*** Begin section ***

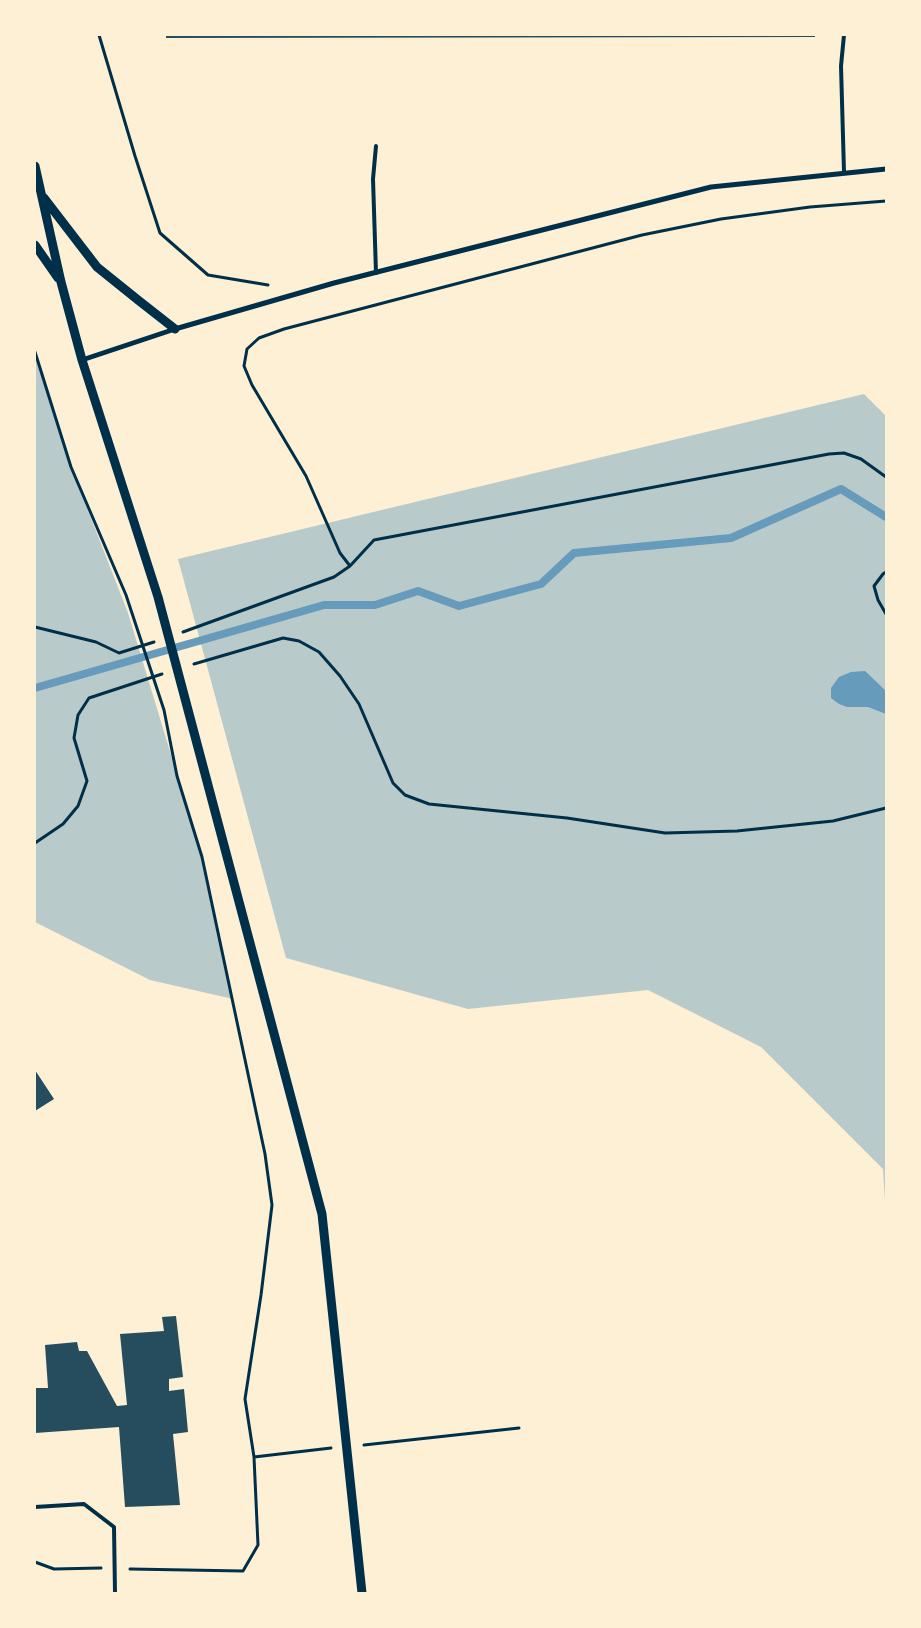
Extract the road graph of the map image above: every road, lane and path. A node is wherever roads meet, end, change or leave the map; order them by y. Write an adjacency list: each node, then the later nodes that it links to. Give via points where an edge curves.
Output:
1 (99, 35): 12 (path, via 160,232 208,275)
2 (844, 35): 6 (lane, via 841,66)
3 (376, 146): 10 (lane, via 373,179)
4 (35, 166): 7 (street)
5 (886, 169): 6 (street)
6 (844, 172): 10 (street, via 711,187)
7 (42, 196): 11 (street); 13 (street, via 97,266)
8 (886, 201): 17 (path, via 721,219 642,236 259,338 247,349 244,366 306,476 340,553)
9 (35, 244): 11 (street)
10 (376, 273): 13 (street)
11 (61, 282): 15 (street)
12 (273, 286)
13 (176, 329): 15 (street)
14 (35, 352): 30 (path, via 71,467 126,595 164,710 177,776 204,866 265,1154 272,1205 245,1398)
15 (82, 360): 35 (street, via 158,597 322,1214)
16 (886, 477): 17 (path, via 861,459 844,452 829,454 374,540)
17 (350, 566): 21 (path, via 334,577)
18 (886, 572): 19 (path, via 874,586)
19 (886, 614)
20 (35, 627): 22 (path, via 96,642 119,653)
21 (180, 633)
22 (162, 639)
23 (188, 666): 25 (path, via 283,638 299,641 319,652 359,704 393,783 405,795 428,804 567,818 666,833 737,831 833,821)
24 (170, 672): 26 (path, via 89,698 78,715 74,738 87,781 78,806 63,824)
25 (886, 808)
26 (35, 843)
27 (519, 1428): 28 (path)
28 (362, 1445)
29 (333, 1448): 30 (path)
30 (254, 1457): 33 (path, via 258,1545 243,1571)
31 (35, 1507): 33 (lane, via 84,1504 114,1527)
32 (35, 1562): 33 (path, via 54,1568)
33 (114, 1568): 34 (lane)
34 (115, 1593)
35 (362, 1593)

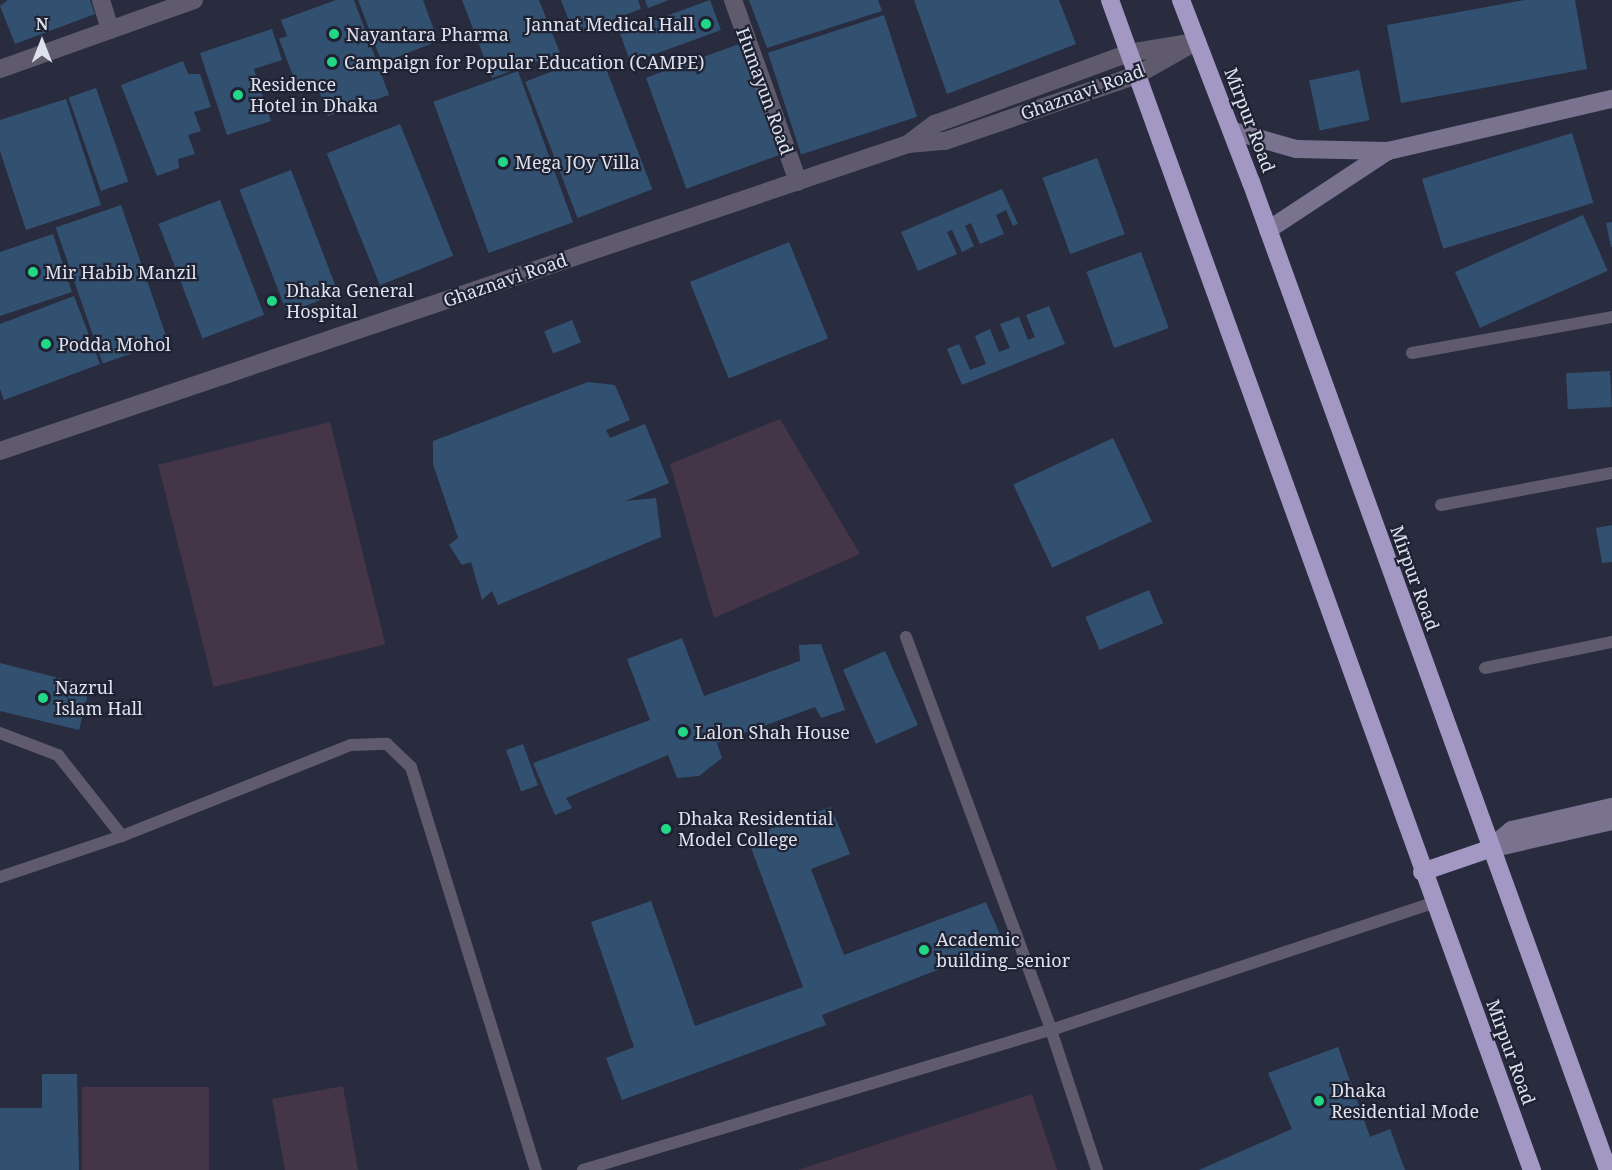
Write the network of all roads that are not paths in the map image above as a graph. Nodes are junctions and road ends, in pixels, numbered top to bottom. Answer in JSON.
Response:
{"nodes":[{"id":1,"x":100,"y":0,"type":"edge"},
{"id":2,"x":194,"y":0,"type":"edge"},
{"id":3,"x":733,"y":0,"type":"edge"},
{"id":4,"x":1110,"y":0,"type":"edge"},
{"id":5,"x":1181,"y":0,"type":"edge"},
{"id":6,"x":110,"y":30,"type":"junction"},
{"id":7,"x":1197,"y":41,"type":"junction"},
{"id":8,"x":1129,"y":52,"type":"junction"},
{"id":9,"x":0,"y":69,"type":"edge"},
{"id":10,"x":1137,"y":75,"type":"junction"},
{"id":11,"x":1612,"y":99,"type":"edge"},
{"id":12,"x":1233,"y":131,"type":"junction"},
{"id":13,"x":908,"y":144,"type":"junction"},
{"id":14,"x":1388,"y":151,"type":"junction"},
{"id":15,"x":798,"y":182,"type":"junction"},
{"id":16,"x":1269,"y":230,"type":"junction"},
{"id":17,"x":1612,"y":318,"type":"edge"},
{"id":18,"x":1412,"y":353,"type":"dead end"},
{"id":19,"x":0,"y":451,"type":"edge"},
{"id":20,"x":1612,"y":473,"type":"edge"},
{"id":21,"x":1441,"y":505,"type":"dead end"},
{"id":22,"x":906,"y":637,"type":"dead end"},
{"id":23,"x":1612,"y":642,"type":"edge"},
{"id":24,"x":1485,"y":668,"type":"dead end"},
{"id":25,"x":0,"y":733,"type":"edge"},
{"id":26,"x":1612,"y":807,"type":"edge"},
{"id":27,"x":1612,"y":821,"type":"edge"},
{"id":28,"x":1524,"y":834,"type":"junction"},
{"id":29,"x":122,"y":836,"type":"junction"},
{"id":30,"x":1489,"y":849,"type":"junction"},
{"id":31,"x":1422,"y":872,"type":"junction"},
{"id":32,"x":0,"y":877,"type":"edge"},
{"id":33,"x":1433,"y":903,"type":"junction"},
{"id":34,"x":1051,"y":1030,"type":"junction"},
{"id":35,"x":536,"y":1170,"type":"edge"},
{"id":36,"x":584,"y":1170,"type":"edge"},
{"id":37,"x":1097,"y":1170,"type":"edge"},
{"id":38,"x":1532,"y":1170,"type":"edge"},
{"id":39,"x":1608,"y":1170,"type":"edge"}],
"edges":[{"from":1,"to":6,"type":"street"},
{"from":2,"to":6,"type":"street"},
{"from":3,"to":15,"type":"street","name":"Humayun Road"},
{"from":4,"to":8,"type":"highway","name":"Mirpur Road"},
{"from":5,"to":7,"type":"highway","name":"Mirpur Road"},
{"from":6,"to":9,"type":"street"},
{"from":7,"to":8,"type":"street","name":"Ghaznavi Road"},
{"from":7,"to":10,"type":"street","name":"Ghaznavi Road"},
{"from":7,"to":12,"type":"highway","name":"Mirpur Road"},
{"from":8,"to":10,"type":"highway","name":"Mirpur Road"},
{"from":8,"to":13,"type":"street","name":"Ghaznavi Road"},
{"from":10,"to":13,"type":"street","name":"Ghaznavi Road"},
{"from":10,"to":31,"type":"highway","name":"Mirpur Road"},
{"from":11,"to":14,"type":"street"},
{"from":12,"to":14,"type":"street"},
{"from":12,"to":16,"type":"highway","name":"Mirpur Road"},
{"from":13,"to":15,"type":"street","name":"Ghaznavi Road"},
{"from":14,"to":16,"type":"street"},
{"from":15,"to":19,"type":"street","name":"Ghaznavi Road"},
{"from":16,"to":30,"type":"highway","name":"Mirpur Road"},
{"from":17,"to":18,"type":"lane"},
{"from":20,"to":21,"type":"lane"},
{"from":22,"to":34,"type":"lane"},
{"from":23,"to":24,"type":"lane"},
{"from":25,"to":29,"type":"lane"},
{"from":26,"to":28,"type":"street"},
{"from":27,"to":28,"type":"street"},
{"from":28,"to":30,"type":"street"},
{"from":29,"to":32,"type":"lane"},
{"from":29,"to":35,"type":"lane"},
{"from":30,"to":31,"type":"highway"},
{"from":30,"to":39,"type":"highway","name":"Mirpur Road"},
{"from":31,"to":33,"type":"highway","name":"Mirpur Road"},
{"from":33,"to":34,"type":"lane"},
{"from":33,"to":38,"type":"highway","name":"Mirpur Road"},
{"from":34,"to":36,"type":"lane"},
{"from":34,"to":37,"type":"lane"}]}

*** End section ***

* [GOAL OF THE EXERCISE]
If pictures appear in the data, omit them and copy all other parts exactly.

* [TASK RESULT]
Extract the road graph of the map image above: every road, lane and path. A node is wherever roads meet, end, change or leave the map; order them by y. Write an adjacency list: each node, then the later nodes that it links to. Give via points where an edge curves.
Output:
1 (99, 35): 12 (path, via 160,232 208,275)
2 (844, 35): 6 (lane, via 841,66)
3 (376, 146): 10 (lane, via 373,179)
4 (35, 166): 7 (street)
5 (886, 169): 6 (street)
6 (844, 172): 10 (street, via 711,187)
7 (42, 196): 11 (street); 13 (street, via 97,266)
8 (886, 201): 17 (path, via 721,219 642,236 259,338 247,349 244,366 306,476 340,553)
9 (35, 244): 11 (street)
10 (376, 273): 13 (street)
11 (61, 282): 15 (street)
12 (273, 286)
13 (176, 329): 15 (street)
14 (35, 352): 30 (path, via 71,467 126,595 164,710 177,776 204,866 265,1154 272,1205 245,1398)
15 (82, 360): 35 (street, via 158,597 322,1214)
16 (886, 477): 17 (path, via 861,459 844,452 829,454 374,540)
17 (350, 566): 21 (path, via 334,577)
18 (886, 572): 19 (path, via 874,586)
19 (886, 614)
20 (35, 627): 22 (path, via 96,642 119,653)
21 (180, 633)
22 (162, 639)
23 (188, 666): 25 (path, via 283,638 299,641 319,652 359,704 393,783 405,795 428,804 567,818 666,833 737,831 833,821)
24 (170, 672): 26 (path, via 89,698 78,715 74,738 87,781 78,806 63,824)
25 (886, 808)
26 (35, 843)
27 (519, 1428): 28 (path)
28 (362, 1445)
29 (333, 1448): 30 (path)
30 (254, 1457): 33 (path, via 258,1545 243,1571)
31 (35, 1507): 33 (lane, via 84,1504 114,1527)
32 (35, 1562): 33 (path, via 54,1568)
33 (114, 1568): 34 (lane)
34 (115, 1593)
35 (362, 1593)

Write the network of all roads that are not paths in the map image above as a graph. Nodes are junctions and road ends, in pixels, numbered top to bottom. Answer in JSON.
Response:
{"nodes":[{"id":1,"x":100,"y":0,"type":"edge"},
{"id":2,"x":194,"y":0,"type":"edge"},
{"id":3,"x":733,"y":0,"type":"edge"},
{"id":4,"x":1110,"y":0,"type":"edge"},
{"id":5,"x":1181,"y":0,"type":"edge"},
{"id":6,"x":110,"y":30,"type":"junction"},
{"id":7,"x":1197,"y":41,"type":"junction"},
{"id":8,"x":1129,"y":52,"type":"junction"},
{"id":9,"x":0,"y":69,"type":"edge"},
{"id":10,"x":1137,"y":75,"type":"junction"},
{"id":11,"x":1612,"y":99,"type":"edge"},
{"id":12,"x":1233,"y":131,"type":"junction"},
{"id":13,"x":908,"y":144,"type":"junction"},
{"id":14,"x":1388,"y":151,"type":"junction"},
{"id":15,"x":798,"y":182,"type":"junction"},
{"id":16,"x":1269,"y":230,"type":"junction"},
{"id":17,"x":1612,"y":318,"type":"edge"},
{"id":18,"x":1412,"y":353,"type":"dead end"},
{"id":19,"x":0,"y":451,"type":"edge"},
{"id":20,"x":1612,"y":473,"type":"edge"},
{"id":21,"x":1441,"y":505,"type":"dead end"},
{"id":22,"x":906,"y":637,"type":"dead end"},
{"id":23,"x":1612,"y":642,"type":"edge"},
{"id":24,"x":1485,"y":668,"type":"dead end"},
{"id":25,"x":0,"y":733,"type":"edge"},
{"id":26,"x":1612,"y":807,"type":"edge"},
{"id":27,"x":1612,"y":821,"type":"edge"},
{"id":28,"x":1524,"y":834,"type":"junction"},
{"id":29,"x":122,"y":836,"type":"junction"},
{"id":30,"x":1489,"y":849,"type":"junction"},
{"id":31,"x":1422,"y":872,"type":"junction"},
{"id":32,"x":0,"y":877,"type":"edge"},
{"id":33,"x":1433,"y":903,"type":"junction"},
{"id":34,"x":1051,"y":1030,"type":"junction"},
{"id":35,"x":536,"y":1170,"type":"edge"},
{"id":36,"x":584,"y":1170,"type":"edge"},
{"id":37,"x":1097,"y":1170,"type":"edge"},
{"id":38,"x":1532,"y":1170,"type":"edge"},
{"id":39,"x":1608,"y":1170,"type":"edge"}],
"edges":[{"from":1,"to":6,"type":"street"},
{"from":2,"to":6,"type":"street"},
{"from":3,"to":15,"type":"street","name":"Humayun Road"},
{"from":4,"to":8,"type":"highway","name":"Mirpur Road"},
{"from":5,"to":7,"type":"highway","name":"Mirpur Road"},
{"from":6,"to":9,"type":"street"},
{"from":7,"to":8,"type":"street","name":"Ghaznavi Road"},
{"from":7,"to":10,"type":"street","name":"Ghaznavi Road"},
{"from":7,"to":12,"type":"highway","name":"Mirpur Road"},
{"from":8,"to":10,"type":"highway","name":"Mirpur Road"},
{"from":8,"to":13,"type":"street","name":"Ghaznavi Road"},
{"from":10,"to":13,"type":"street","name":"Ghaznavi Road"},
{"from":10,"to":31,"type":"highway","name":"Mirpur Road"},
{"from":11,"to":14,"type":"street"},
{"from":12,"to":14,"type":"street"},
{"from":12,"to":16,"type":"highway","name":"Mirpur Road"},
{"from":13,"to":15,"type":"street","name":"Ghaznavi Road"},
{"from":14,"to":16,"type":"street"},
{"from":15,"to":19,"type":"street","name":"Ghaznavi Road"},
{"from":16,"to":30,"type":"highway","name":"Mirpur Road"},
{"from":17,"to":18,"type":"lane"},
{"from":20,"to":21,"type":"lane"},
{"from":22,"to":34,"type":"lane"},
{"from":23,"to":24,"type":"lane"},
{"from":25,"to":29,"type":"lane"},
{"from":26,"to":28,"type":"street"},
{"from":27,"to":28,"type":"street"},
{"from":28,"to":30,"type":"street"},
{"from":29,"to":32,"type":"lane"},
{"from":29,"to":35,"type":"lane"},
{"from":30,"to":31,"type":"highway"},
{"from":30,"to":39,"type":"highway","name":"Mirpur Road"},
{"from":31,"to":33,"type":"highway","name":"Mirpur Road"},
{"from":33,"to":34,"type":"lane"},
{"from":33,"to":38,"type":"highway","name":"Mirpur Road"},
{"from":34,"to":36,"type":"lane"},
{"from":34,"to":37,"type":"lane"}]}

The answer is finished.